Action item:
Reproduce the whole of the records exactly, and make sure no picture is carried into the result.

[Stored data]
──────────

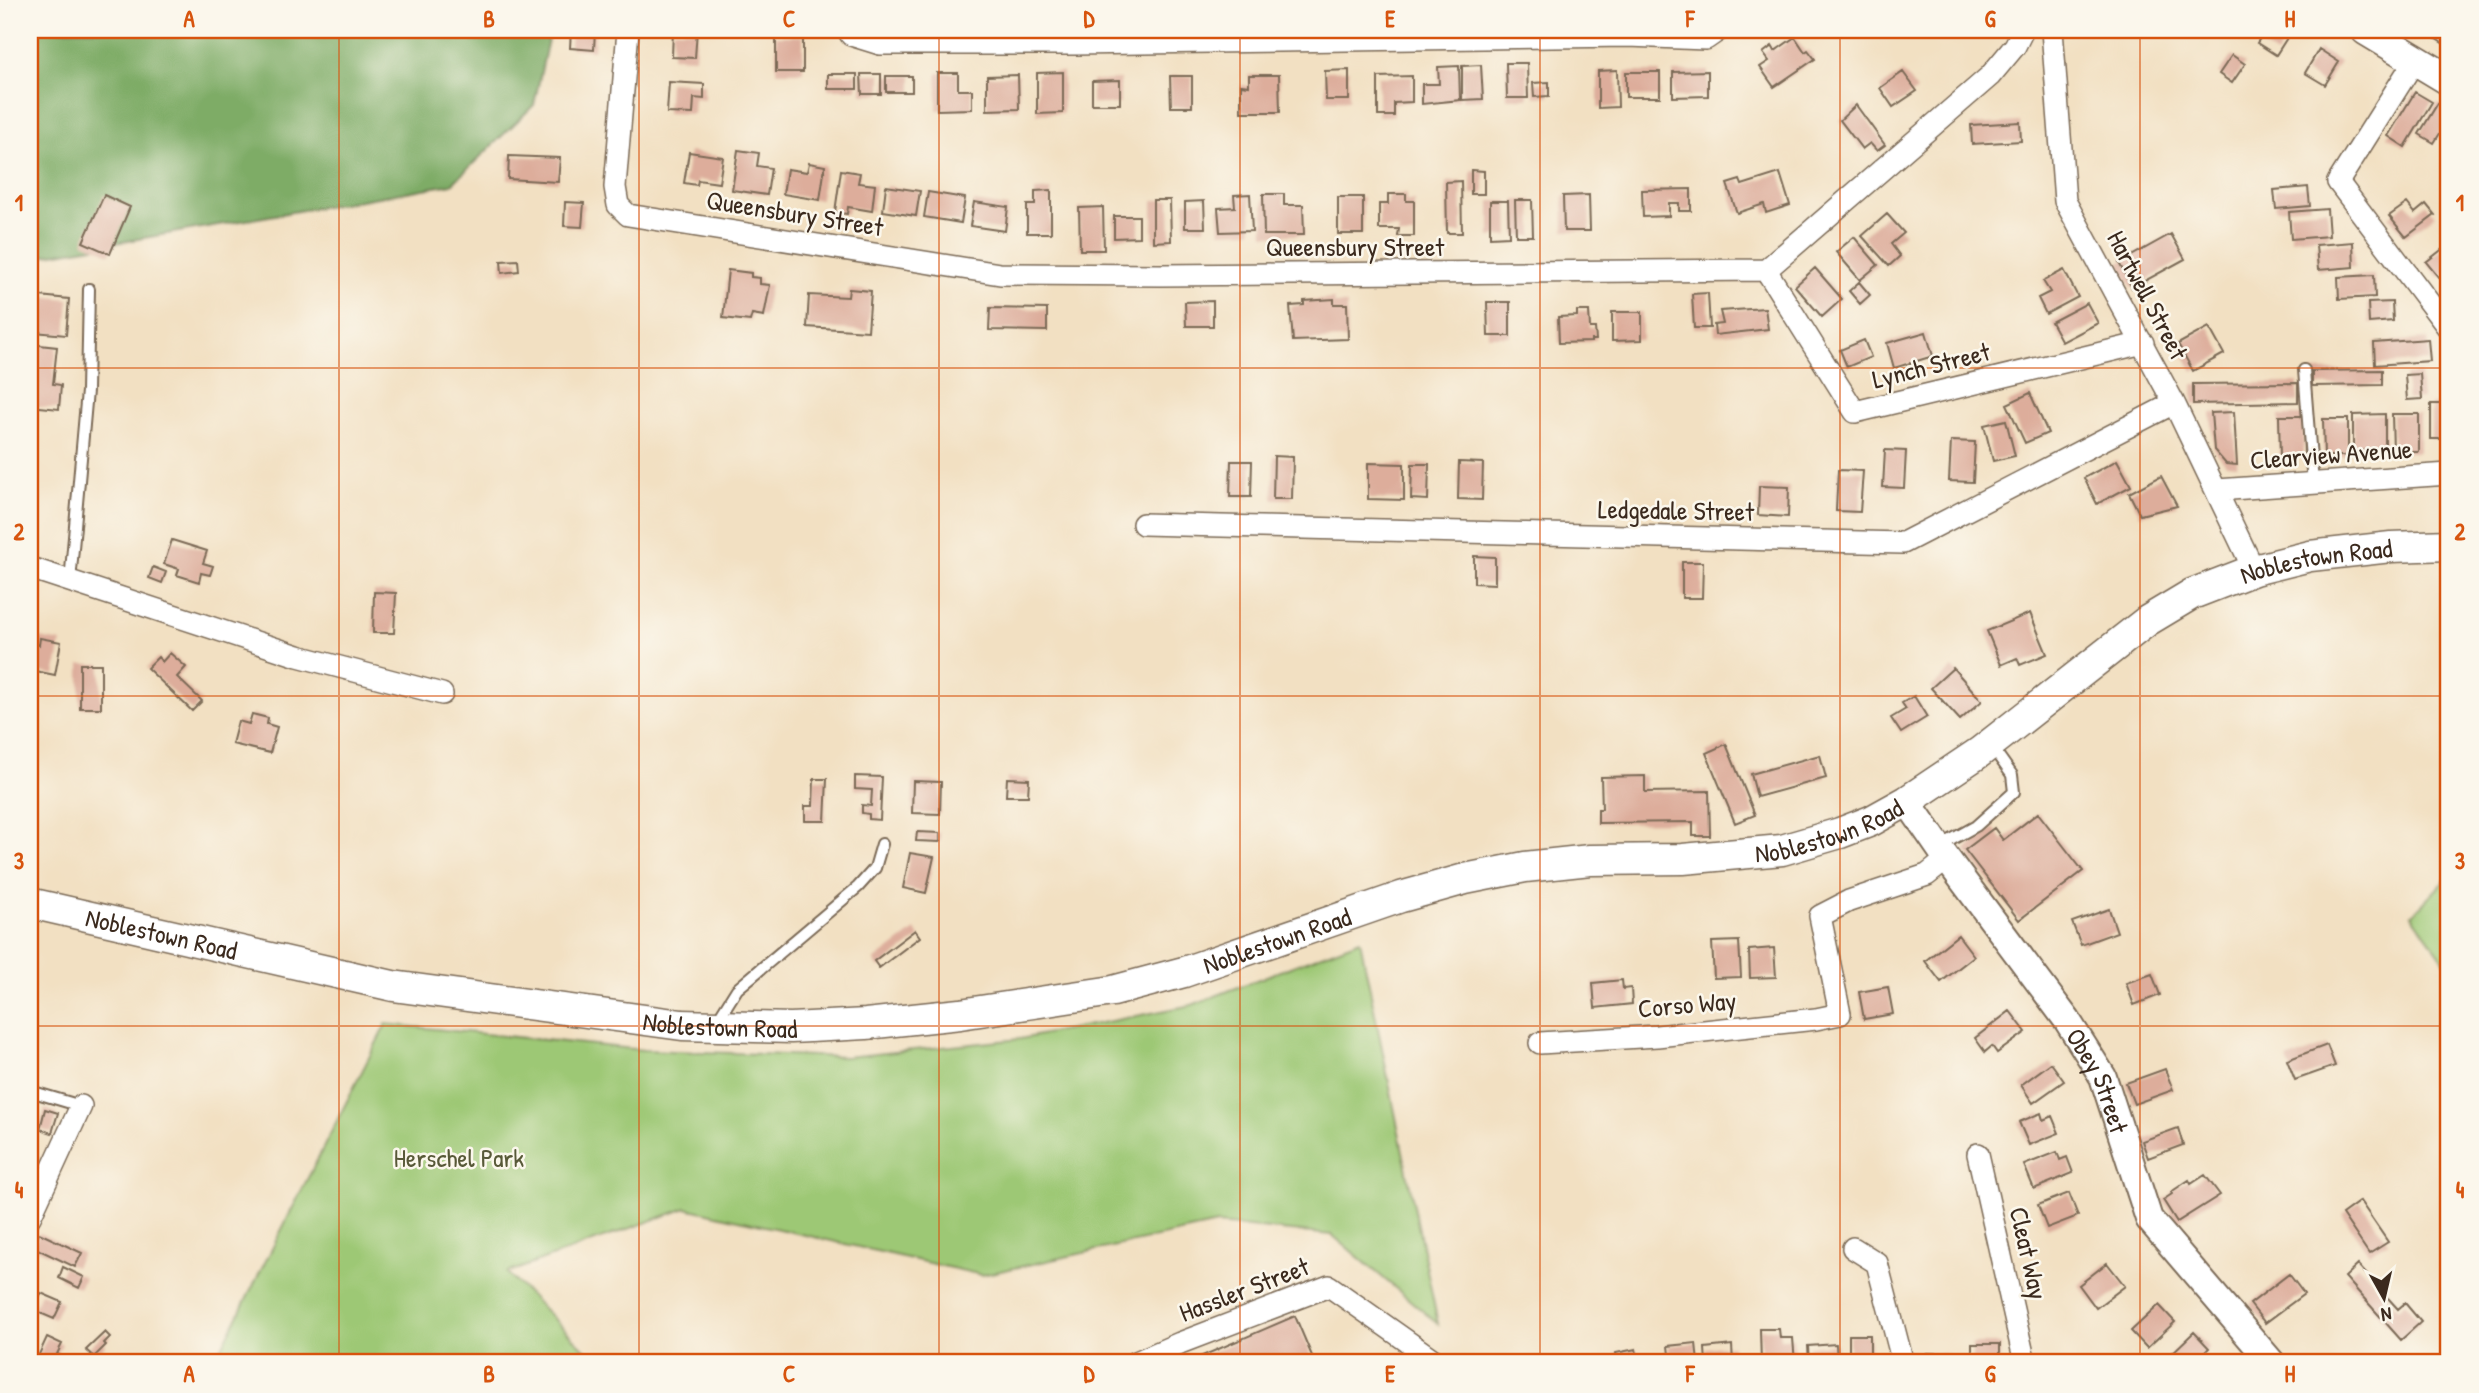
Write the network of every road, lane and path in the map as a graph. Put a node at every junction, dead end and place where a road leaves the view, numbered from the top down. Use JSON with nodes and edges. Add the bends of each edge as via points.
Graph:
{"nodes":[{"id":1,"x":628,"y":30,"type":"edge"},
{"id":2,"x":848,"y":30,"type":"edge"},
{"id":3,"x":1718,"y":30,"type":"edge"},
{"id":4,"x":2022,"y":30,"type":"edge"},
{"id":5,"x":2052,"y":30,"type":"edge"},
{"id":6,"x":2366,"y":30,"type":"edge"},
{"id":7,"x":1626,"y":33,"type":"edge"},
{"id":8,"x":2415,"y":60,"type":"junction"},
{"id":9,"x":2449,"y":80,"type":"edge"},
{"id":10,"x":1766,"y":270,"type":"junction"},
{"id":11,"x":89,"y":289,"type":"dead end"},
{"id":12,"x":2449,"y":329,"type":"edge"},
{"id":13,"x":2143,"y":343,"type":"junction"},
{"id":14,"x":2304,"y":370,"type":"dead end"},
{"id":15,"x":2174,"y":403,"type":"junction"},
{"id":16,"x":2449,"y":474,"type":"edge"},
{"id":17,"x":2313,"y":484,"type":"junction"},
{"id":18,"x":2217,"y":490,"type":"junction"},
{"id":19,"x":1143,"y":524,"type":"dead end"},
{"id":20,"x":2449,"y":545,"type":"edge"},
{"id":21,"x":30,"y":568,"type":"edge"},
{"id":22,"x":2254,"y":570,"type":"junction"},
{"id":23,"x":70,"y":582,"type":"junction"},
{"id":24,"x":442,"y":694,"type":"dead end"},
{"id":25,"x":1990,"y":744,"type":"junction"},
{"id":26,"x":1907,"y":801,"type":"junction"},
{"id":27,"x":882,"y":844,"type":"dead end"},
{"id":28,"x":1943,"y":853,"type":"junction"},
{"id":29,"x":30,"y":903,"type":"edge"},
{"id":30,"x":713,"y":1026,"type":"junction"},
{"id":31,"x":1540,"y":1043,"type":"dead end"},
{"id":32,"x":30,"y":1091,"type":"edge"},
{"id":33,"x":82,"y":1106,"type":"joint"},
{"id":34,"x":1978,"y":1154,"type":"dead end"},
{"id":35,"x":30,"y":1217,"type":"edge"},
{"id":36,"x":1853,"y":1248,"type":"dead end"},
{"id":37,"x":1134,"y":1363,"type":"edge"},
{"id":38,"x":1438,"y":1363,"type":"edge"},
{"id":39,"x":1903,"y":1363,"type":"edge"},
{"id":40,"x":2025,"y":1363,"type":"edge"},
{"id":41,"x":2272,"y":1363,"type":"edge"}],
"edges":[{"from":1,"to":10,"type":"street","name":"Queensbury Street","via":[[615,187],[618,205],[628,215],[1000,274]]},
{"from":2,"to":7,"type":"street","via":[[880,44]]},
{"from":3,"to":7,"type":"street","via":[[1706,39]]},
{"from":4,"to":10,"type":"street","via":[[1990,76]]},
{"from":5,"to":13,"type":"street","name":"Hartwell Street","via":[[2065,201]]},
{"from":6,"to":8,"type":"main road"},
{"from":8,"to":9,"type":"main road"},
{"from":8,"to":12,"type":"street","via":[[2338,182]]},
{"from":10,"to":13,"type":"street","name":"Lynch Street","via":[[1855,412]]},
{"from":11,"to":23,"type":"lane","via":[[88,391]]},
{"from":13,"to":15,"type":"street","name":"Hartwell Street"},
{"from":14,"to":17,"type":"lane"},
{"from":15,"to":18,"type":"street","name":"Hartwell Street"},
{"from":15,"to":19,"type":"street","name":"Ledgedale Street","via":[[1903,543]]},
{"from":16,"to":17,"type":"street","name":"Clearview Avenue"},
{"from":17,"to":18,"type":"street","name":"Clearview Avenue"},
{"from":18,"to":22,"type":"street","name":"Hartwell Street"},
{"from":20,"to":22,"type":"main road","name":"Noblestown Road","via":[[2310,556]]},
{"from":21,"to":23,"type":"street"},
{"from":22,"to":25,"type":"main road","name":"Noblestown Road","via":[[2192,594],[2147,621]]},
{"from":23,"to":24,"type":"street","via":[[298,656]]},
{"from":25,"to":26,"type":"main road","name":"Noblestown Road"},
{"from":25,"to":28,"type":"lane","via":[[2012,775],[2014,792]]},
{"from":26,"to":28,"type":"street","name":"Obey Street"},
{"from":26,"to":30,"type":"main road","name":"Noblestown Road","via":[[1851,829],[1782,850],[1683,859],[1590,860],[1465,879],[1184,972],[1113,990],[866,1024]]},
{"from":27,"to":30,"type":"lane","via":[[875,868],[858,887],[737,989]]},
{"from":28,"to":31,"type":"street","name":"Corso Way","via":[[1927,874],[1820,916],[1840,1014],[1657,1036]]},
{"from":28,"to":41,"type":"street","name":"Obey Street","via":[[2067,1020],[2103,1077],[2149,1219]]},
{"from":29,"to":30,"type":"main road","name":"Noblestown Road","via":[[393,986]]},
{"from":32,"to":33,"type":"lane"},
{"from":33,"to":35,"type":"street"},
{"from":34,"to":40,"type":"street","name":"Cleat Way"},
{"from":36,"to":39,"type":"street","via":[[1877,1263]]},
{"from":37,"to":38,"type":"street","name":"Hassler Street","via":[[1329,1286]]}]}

──────────

Answer to the problem:
Write the network of every road, lane and path in the map as a graph. Put a node at every junction, dead end and place where a road leaves the view, numbered from the top down. Use JSON with nodes and edges. Add the bends of each edge as via points.
Graph:
{"nodes":[{"id":1,"x":628,"y":30,"type":"edge"},
{"id":2,"x":848,"y":30,"type":"edge"},
{"id":3,"x":1718,"y":30,"type":"edge"},
{"id":4,"x":2022,"y":30,"type":"edge"},
{"id":5,"x":2052,"y":30,"type":"edge"},
{"id":6,"x":2366,"y":30,"type":"edge"},
{"id":7,"x":1626,"y":33,"type":"edge"},
{"id":8,"x":2415,"y":60,"type":"junction"},
{"id":9,"x":2449,"y":80,"type":"edge"},
{"id":10,"x":1766,"y":270,"type":"junction"},
{"id":11,"x":89,"y":289,"type":"dead end"},
{"id":12,"x":2449,"y":329,"type":"edge"},
{"id":13,"x":2143,"y":343,"type":"junction"},
{"id":14,"x":2304,"y":370,"type":"dead end"},
{"id":15,"x":2174,"y":403,"type":"junction"},
{"id":16,"x":2449,"y":474,"type":"edge"},
{"id":17,"x":2313,"y":484,"type":"junction"},
{"id":18,"x":2217,"y":490,"type":"junction"},
{"id":19,"x":1143,"y":524,"type":"dead end"},
{"id":20,"x":2449,"y":545,"type":"edge"},
{"id":21,"x":30,"y":568,"type":"edge"},
{"id":22,"x":2254,"y":570,"type":"junction"},
{"id":23,"x":70,"y":582,"type":"junction"},
{"id":24,"x":442,"y":694,"type":"dead end"},
{"id":25,"x":1990,"y":744,"type":"junction"},
{"id":26,"x":1907,"y":801,"type":"junction"},
{"id":27,"x":882,"y":844,"type":"dead end"},
{"id":28,"x":1943,"y":853,"type":"junction"},
{"id":29,"x":30,"y":903,"type":"edge"},
{"id":30,"x":713,"y":1026,"type":"junction"},
{"id":31,"x":1540,"y":1043,"type":"dead end"},
{"id":32,"x":30,"y":1091,"type":"edge"},
{"id":33,"x":82,"y":1106,"type":"joint"},
{"id":34,"x":1978,"y":1154,"type":"dead end"},
{"id":35,"x":30,"y":1217,"type":"edge"},
{"id":36,"x":1853,"y":1248,"type":"dead end"},
{"id":37,"x":1134,"y":1363,"type":"edge"},
{"id":38,"x":1438,"y":1363,"type":"edge"},
{"id":39,"x":1903,"y":1363,"type":"edge"},
{"id":40,"x":2025,"y":1363,"type":"edge"},
{"id":41,"x":2272,"y":1363,"type":"edge"}],
"edges":[{"from":1,"to":10,"type":"street","name":"Queensbury Street","via":[[615,187],[618,205],[628,215],[1000,274]]},
{"from":2,"to":7,"type":"street","via":[[880,44]]},
{"from":3,"to":7,"type":"street","via":[[1706,39]]},
{"from":4,"to":10,"type":"street","via":[[1990,76]]},
{"from":5,"to":13,"type":"street","name":"Hartwell Street","via":[[2065,201]]},
{"from":6,"to":8,"type":"main road"},
{"from":8,"to":9,"type":"main road"},
{"from":8,"to":12,"type":"street","via":[[2338,182]]},
{"from":10,"to":13,"type":"street","name":"Lynch Street","via":[[1855,412]]},
{"from":11,"to":23,"type":"lane","via":[[88,391]]},
{"from":13,"to":15,"type":"street","name":"Hartwell Street"},
{"from":14,"to":17,"type":"lane"},
{"from":15,"to":18,"type":"street","name":"Hartwell Street"},
{"from":15,"to":19,"type":"street","name":"Ledgedale Street","via":[[1903,543]]},
{"from":16,"to":17,"type":"street","name":"Clearview Avenue"},
{"from":17,"to":18,"type":"street","name":"Clearview Avenue"},
{"from":18,"to":22,"type":"street","name":"Hartwell Street"},
{"from":20,"to":22,"type":"main road","name":"Noblestown Road","via":[[2310,556]]},
{"from":21,"to":23,"type":"street"},
{"from":22,"to":25,"type":"main road","name":"Noblestown Road","via":[[2192,594],[2147,621]]},
{"from":23,"to":24,"type":"street","via":[[298,656]]},
{"from":25,"to":26,"type":"main road","name":"Noblestown Road"},
{"from":25,"to":28,"type":"lane","via":[[2012,775],[2014,792]]},
{"from":26,"to":28,"type":"street","name":"Obey Street"},
{"from":26,"to":30,"type":"main road","name":"Noblestown Road","via":[[1851,829],[1782,850],[1683,859],[1590,860],[1465,879],[1184,972],[1113,990],[866,1024]]},
{"from":27,"to":30,"type":"lane","via":[[875,868],[858,887],[737,989]]},
{"from":28,"to":31,"type":"street","name":"Corso Way","via":[[1927,874],[1820,916],[1840,1014],[1657,1036]]},
{"from":28,"to":41,"type":"street","name":"Obey Street","via":[[2067,1020],[2103,1077],[2149,1219]]},
{"from":29,"to":30,"type":"main road","name":"Noblestown Road","via":[[393,986]]},
{"from":32,"to":33,"type":"lane"},
{"from":33,"to":35,"type":"street"},
{"from":34,"to":40,"type":"street","name":"Cleat Way"},
{"from":36,"to":39,"type":"street","via":[[1877,1263]]},
{"from":37,"to":38,"type":"street","name":"Hassler Street","via":[[1329,1286]]}]}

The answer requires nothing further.